Ready to use Linux images preconfigured to run MapTool.

These are community maintained images, designed to get up and running with maptool quickly, and uniformly. For support, come ask in Discord.

Virtual Machine Image (based on Gentoo)


Download the disk image file for the image you want to run. It can be extracted via 7zip or similar unarchiving tool. If you are going to run it via a Virtual Machine (VM), just point your VM software at the extracted disk image, and select the correct boot type (UEFI vs legacy). To run from a USB drive, a tool like balenaEtcher can write the image to a drive. Minimum drive sizes, CPU type, and other requirements are listed in each image's section.
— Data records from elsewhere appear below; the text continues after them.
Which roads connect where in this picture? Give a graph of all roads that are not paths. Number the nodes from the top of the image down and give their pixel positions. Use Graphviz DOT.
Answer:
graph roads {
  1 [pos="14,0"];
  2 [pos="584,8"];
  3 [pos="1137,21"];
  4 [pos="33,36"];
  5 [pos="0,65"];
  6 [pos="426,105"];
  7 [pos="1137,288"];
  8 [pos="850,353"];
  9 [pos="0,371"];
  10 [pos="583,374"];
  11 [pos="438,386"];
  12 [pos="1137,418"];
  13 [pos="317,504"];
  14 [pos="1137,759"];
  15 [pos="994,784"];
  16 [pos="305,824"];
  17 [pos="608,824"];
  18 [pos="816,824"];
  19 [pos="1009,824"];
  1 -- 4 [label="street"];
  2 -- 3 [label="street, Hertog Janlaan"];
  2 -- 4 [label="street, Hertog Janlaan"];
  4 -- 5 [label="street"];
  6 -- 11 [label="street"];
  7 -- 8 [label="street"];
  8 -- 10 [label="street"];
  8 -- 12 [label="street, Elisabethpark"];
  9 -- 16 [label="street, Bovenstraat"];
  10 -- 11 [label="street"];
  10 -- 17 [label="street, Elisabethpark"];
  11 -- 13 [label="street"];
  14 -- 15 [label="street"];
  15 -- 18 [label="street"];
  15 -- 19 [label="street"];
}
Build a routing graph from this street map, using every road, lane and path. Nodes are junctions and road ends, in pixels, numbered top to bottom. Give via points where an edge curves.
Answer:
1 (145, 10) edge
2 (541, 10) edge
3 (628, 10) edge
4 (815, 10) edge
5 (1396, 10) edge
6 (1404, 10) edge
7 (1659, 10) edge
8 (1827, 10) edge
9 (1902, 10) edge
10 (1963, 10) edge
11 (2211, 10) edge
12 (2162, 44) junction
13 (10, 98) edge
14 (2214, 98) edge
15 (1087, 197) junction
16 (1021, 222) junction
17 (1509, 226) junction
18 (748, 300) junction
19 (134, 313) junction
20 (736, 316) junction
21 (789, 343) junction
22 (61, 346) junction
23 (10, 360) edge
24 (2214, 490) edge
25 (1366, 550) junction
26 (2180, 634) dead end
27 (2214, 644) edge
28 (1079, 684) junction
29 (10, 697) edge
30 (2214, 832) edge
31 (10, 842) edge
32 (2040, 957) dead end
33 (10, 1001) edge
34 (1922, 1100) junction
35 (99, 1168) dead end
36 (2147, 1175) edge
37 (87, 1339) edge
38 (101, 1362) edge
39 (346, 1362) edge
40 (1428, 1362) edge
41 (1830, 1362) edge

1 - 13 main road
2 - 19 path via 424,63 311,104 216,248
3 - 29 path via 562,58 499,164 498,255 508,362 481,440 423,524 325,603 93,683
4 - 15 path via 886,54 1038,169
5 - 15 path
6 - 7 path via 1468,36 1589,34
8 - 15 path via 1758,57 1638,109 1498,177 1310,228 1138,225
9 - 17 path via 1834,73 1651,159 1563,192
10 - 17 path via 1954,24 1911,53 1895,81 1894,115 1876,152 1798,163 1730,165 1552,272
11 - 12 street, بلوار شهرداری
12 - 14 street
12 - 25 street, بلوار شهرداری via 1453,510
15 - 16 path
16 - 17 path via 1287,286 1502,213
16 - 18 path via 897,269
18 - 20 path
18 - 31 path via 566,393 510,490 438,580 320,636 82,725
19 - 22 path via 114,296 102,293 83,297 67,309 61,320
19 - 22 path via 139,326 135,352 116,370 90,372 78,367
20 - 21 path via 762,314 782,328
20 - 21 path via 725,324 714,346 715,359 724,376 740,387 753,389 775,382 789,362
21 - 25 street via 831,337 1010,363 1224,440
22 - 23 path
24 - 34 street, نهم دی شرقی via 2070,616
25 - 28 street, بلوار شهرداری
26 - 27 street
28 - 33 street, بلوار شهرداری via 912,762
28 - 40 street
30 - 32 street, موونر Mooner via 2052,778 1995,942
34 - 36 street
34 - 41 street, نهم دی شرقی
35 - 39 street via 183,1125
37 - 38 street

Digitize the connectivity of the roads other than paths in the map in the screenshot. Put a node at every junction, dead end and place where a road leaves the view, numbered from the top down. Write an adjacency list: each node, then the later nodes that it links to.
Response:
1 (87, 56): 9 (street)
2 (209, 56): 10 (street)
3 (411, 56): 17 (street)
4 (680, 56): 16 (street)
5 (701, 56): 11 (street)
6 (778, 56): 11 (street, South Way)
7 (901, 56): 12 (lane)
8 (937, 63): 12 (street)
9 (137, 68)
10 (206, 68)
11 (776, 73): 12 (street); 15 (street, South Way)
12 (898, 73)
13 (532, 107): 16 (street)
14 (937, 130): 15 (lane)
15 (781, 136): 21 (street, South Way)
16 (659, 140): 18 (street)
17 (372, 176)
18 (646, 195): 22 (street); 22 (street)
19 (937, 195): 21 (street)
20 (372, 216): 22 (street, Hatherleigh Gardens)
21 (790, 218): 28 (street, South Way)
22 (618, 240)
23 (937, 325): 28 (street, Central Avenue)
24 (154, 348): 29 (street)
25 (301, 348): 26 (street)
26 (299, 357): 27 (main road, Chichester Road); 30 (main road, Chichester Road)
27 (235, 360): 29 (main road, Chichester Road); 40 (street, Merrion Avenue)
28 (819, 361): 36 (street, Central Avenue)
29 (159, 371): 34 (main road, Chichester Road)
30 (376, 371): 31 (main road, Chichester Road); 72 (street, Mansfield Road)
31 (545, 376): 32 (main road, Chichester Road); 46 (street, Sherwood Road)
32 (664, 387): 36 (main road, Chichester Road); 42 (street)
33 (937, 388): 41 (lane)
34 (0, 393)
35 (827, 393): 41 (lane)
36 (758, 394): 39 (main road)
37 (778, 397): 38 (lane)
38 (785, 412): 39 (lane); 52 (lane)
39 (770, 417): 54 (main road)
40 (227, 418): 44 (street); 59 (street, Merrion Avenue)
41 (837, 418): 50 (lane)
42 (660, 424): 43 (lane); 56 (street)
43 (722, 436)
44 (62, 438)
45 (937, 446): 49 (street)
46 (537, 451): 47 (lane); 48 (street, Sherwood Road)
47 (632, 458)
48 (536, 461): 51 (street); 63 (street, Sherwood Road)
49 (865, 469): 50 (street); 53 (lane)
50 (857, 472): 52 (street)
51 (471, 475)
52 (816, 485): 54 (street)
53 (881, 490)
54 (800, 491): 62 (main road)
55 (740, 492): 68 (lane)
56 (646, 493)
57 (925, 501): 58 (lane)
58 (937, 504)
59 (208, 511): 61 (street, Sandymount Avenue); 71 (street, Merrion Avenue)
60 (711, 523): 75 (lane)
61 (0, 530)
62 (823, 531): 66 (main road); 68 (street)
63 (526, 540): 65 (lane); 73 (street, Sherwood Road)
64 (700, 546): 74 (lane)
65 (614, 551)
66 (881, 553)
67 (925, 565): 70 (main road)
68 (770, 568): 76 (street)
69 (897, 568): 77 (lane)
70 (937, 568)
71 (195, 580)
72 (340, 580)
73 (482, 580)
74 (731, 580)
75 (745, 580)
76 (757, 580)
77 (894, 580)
Flashing an image file to a USB drive (or other drive) will erase and reformat the drive!

GenTool Image


Based on Gentoo Linux, this boots to a KDE/plasma or XFCE desktop, with a fairly comprehensive list of installed utilities (the core KDE meta packages).


  • 4GB or larger drive (16GB recommended)
  • 1 GB RAM (2GB strongly recommended)
  • x86_64 CPU with AVX2 (Intel Haswell or newer, or AMD Excavator or newer)
  • UEFI based boot

If it fails to boot to GRUB, verify your bios is set to boot either to UEFI or UEFI+legacy.


  • New binary package updates roughly weekly
  • Username: maptool
  • P: maptool@maptool
  • Root: root@maptool

If you want to use the whole area of a larger-than-4gb flash drive, there are two steps. First, use parted to change the second partition to use the whole drive. (You will need to determine which drive is your root drive, which you can do by running mount | grep btrfs. Look for the entry mounted on /. If that reads /dev/sda2 than your root device is /dev/sda

su -c "parted /dev/$root"
resizepart 2 100%

Then reboot. The second step requires resizing the live btrfs filesystem.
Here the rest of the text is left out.